*INPUT DATA:*
BEGIN

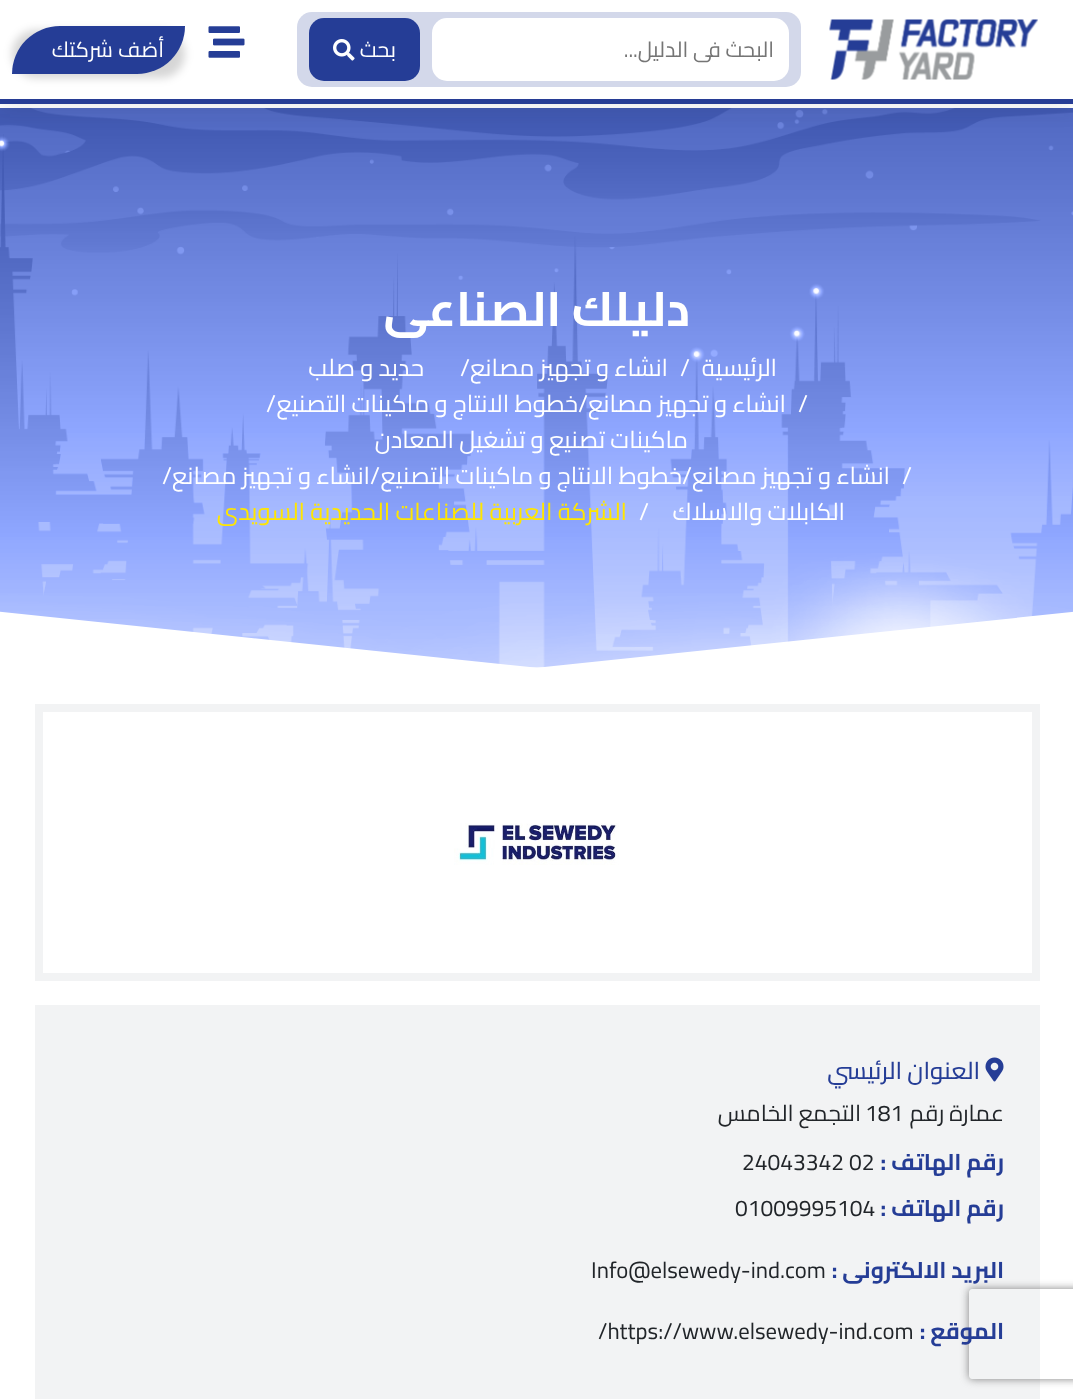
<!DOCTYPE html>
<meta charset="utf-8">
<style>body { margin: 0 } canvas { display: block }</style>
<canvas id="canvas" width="1073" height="1399"></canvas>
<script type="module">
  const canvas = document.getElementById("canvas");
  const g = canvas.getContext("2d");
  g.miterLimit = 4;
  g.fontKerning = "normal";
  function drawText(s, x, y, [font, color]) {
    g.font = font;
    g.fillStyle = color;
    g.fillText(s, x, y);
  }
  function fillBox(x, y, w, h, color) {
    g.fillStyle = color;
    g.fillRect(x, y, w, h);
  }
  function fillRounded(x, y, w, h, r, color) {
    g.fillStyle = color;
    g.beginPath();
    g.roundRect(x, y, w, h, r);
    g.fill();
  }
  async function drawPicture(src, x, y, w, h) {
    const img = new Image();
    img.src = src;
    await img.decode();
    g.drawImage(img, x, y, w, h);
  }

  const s1 = ["21.5px Cairo", "#757575"];
  const s2 = ["21.5px Cairo", "#FFFFFF"];
  const s3 = ["bold 48px Cairo", "#FFFFFF"];
  const s4 = ["24px Cairo", "#FFFFFF"];
  const s5 = ["24px Cairo", "#FFE600"];
  const s6 = ["500 24px Cairo", "#253D96"];
  const s7 = ["22.75px Cairo", "#212529"];
  const s8 = ["bold 22.75px Cairo", "#253D96"];

  fillBox(0, 0, 1073, 1399, "#FFFFFF");
  await drawPicture("pic4.png", 0, 108, 1073, 560);
  g.fillStyle = "rgba(25, 25, 25, 0.1)";
  g.filter = "blur(11px)";
  g.beginPath();
  g.rect(0, 3, 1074, 104);
  g.fill();
  g.filter = "none";
  fillBox(0, 0, 1073, 99, "#FFFFFF");
  fillBox(0, 99, 1073, 5, "#273D95");
  await drawPicture("pic1.png", 829, 19, 209, 61);
  fillRounded(297, 12, 504, 75, 15, "#D3D8EA");
  fillRounded(432, 18, 357, 63, 15, "#FFFFFF");
  g.direction = "rtl";
  drawText("البحث فى الدليل...", 774, 57, s1);
  fillRounded(309, 18, 111, 63, 15, "#253D96");
  drawText("بحث", 396, 57, s2);
  await drawPicture("pic2.png", 333, 39, 22, 22);
  await drawPicture("pic3.png", 208, 26, 37, 32);
  g.fillStyle = "rgba(0, 0, 0, 0.16)";
  g.filter = "blur(4.5px)";
  g.beginPath();
  g.roundRect(12, 30, 173, 48, 48);
  g.fill();
  g.filter = "none";
  g.fillStyle = "#253D96";
  g.beginPath();
  g.roundRect(12, 26, 173, 48, [48, 0, 48, 0]);
  g.fill();
  g.letterSpacing = "1.25px";
  g.wordSpacing = "-1px";
  drawText("أضف شركتك", 164, 57, s2);
  fillBox(35, 1005, 1005, 394, "#F2F3F4");
  g.save();
  g.beginPath();
  g.moveTo(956, 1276);
  g.lineTo(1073, 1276);
  g.lineTo(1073, 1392);
  g.lineTo(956, 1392);
  g.closePath();
  g.moveTo(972, 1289);
  g.lineTo(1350, 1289);
  g.bezierCurveTo(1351.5, 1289, 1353, 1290.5, 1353, 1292);
  g.lineTo(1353, 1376);
  g.bezierCurveTo(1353, 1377.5, 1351.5, 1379, 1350, 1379);
  g.lineTo(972, 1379);
  g.bezierCurveTo(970.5, 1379, 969, 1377.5, 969, 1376);
  g.lineTo(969, 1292);
  g.bezierCurveTo(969, 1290.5, 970.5, 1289, 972, 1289);
  g.closePath();
  g.clip("evenodd");
  g.fillStyle = "#808080";
  g.filter = "blur(4px)";
  g.beginPath();
  g.roundRect(969, 1289, 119, 90, 3);
  g.fill();
  g.filter = "none";
  g.restore();
  g.letterSpacing = "0px";
  g.wordSpacing = "0px";
  drawText("دليلك الصناعى", 690, 326, s3);
  drawText("الرئيسية", 777, 376, s4);
  g.direction = "ltr";
  drawText("/", 680, 376, s4);
  g.direction = "rtl";
  drawText("انشاء و تجهيز مصانع", 668, 376, s4);
  g.direction = "ltr";
  drawText("/", 460, 376, s4);
  g.direction = "rtl";
  drawText("حديد و صلب", 424, 376, s4);
  g.direction = "ltr";
  drawText("/", 798, 412, s4);
  g.direction = "rtl";
  drawText("انشاء و تجهيز مصانع", 786, 412, s4);
  g.direction = "ltr";
  drawText("/", 578, 412, s4);
  g.direction = "rtl";
  drawText("خطوط الانتاج و ماكينات التصنيع", 578, 412, s4);
  g.direction = "ltr";
  drawText("/", 266, 412, s4);
  g.direction = "rtl";
  drawText("ماكينات تصنيع و تشغيل المعادن", 688, 448, s4);
  g.direction = "ltr";
  drawText("/", 902, 484, s4);
  g.direction = "rtl";
  drawText("انشاء و تجهيز مصانع", 890, 484, s4);
  g.direction = "ltr";
  drawText("/", 682, 484, s4);
  g.direction = "rtl";
  drawText("خطوط الانتاج و ماكينات التصنيع", 682, 484, s4);
  g.direction = "ltr";
  drawText("/", 370, 484, s4);
  g.direction = "rtl";
  drawText("انشاء و تجهيز مصانع", 370, 484, s4);
  g.direction = "ltr";
  drawText("/", 162, 484, s4);
  g.direction = "rtl";
  drawText("الكابلات والاسلاك", 845, 520, s4);
  g.direction = "ltr";
  drawText("/", 639, 520, s4);
  g.direction = "rtl";
  drawText("الشركة العربية للصناعات الحديدية السويدى", 627, 520, s5);
  g.strokeStyle = "#F2F3F4";
  g.lineWidth = 8;
  g.strokeRect(39, 708, 997, 269);
  await drawPicture("pic5.png", 454, 823, 165, 42);
  await drawPicture("pic6.png", 985, 1057, 19, 25);
  drawText("العنوان الرئيسي", 980, 1079, s6);
  drawText("عمارة رقم", 1004, 1121, s7);
  g.direction = "ltr";
  drawText("181", 865, 1121, s7);
  g.direction = "rtl";
  drawText("التجمع الخامس", 861, 1121, s7);
  drawText("رقم الهاتف :", 1004, 1170, s8);
  g.direction = "ltr";
  drawText("24043342 02", 742, 1170, s7);
  g.direction = "rtl";
  drawText("رقم الهاتف :", 1004, 1216, s8);
  g.direction = "ltr";
  drawText("01009995104", 735, 1216, s7);
  g.direction = "rtl";
  drawText("البريد الالكترونى :", 1004, 1278, s8);
  g.direction = "ltr";
  drawText("Info@elsewedy-ind.com", 591, 1278, s7);
  g.direction = "rtl";
  drawText("الموقع :", 1004, 1339, s8);
  g.direction = "ltr";
  drawText("/https://www.elsewedy-ind.com", 598, 1339, s7);
</script>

END

*DIRECTIONS FOR THIS TASK:* Say how many lines in the records contain the string "function", and say nothing else.

*WRITTEN RESPONSE:* 4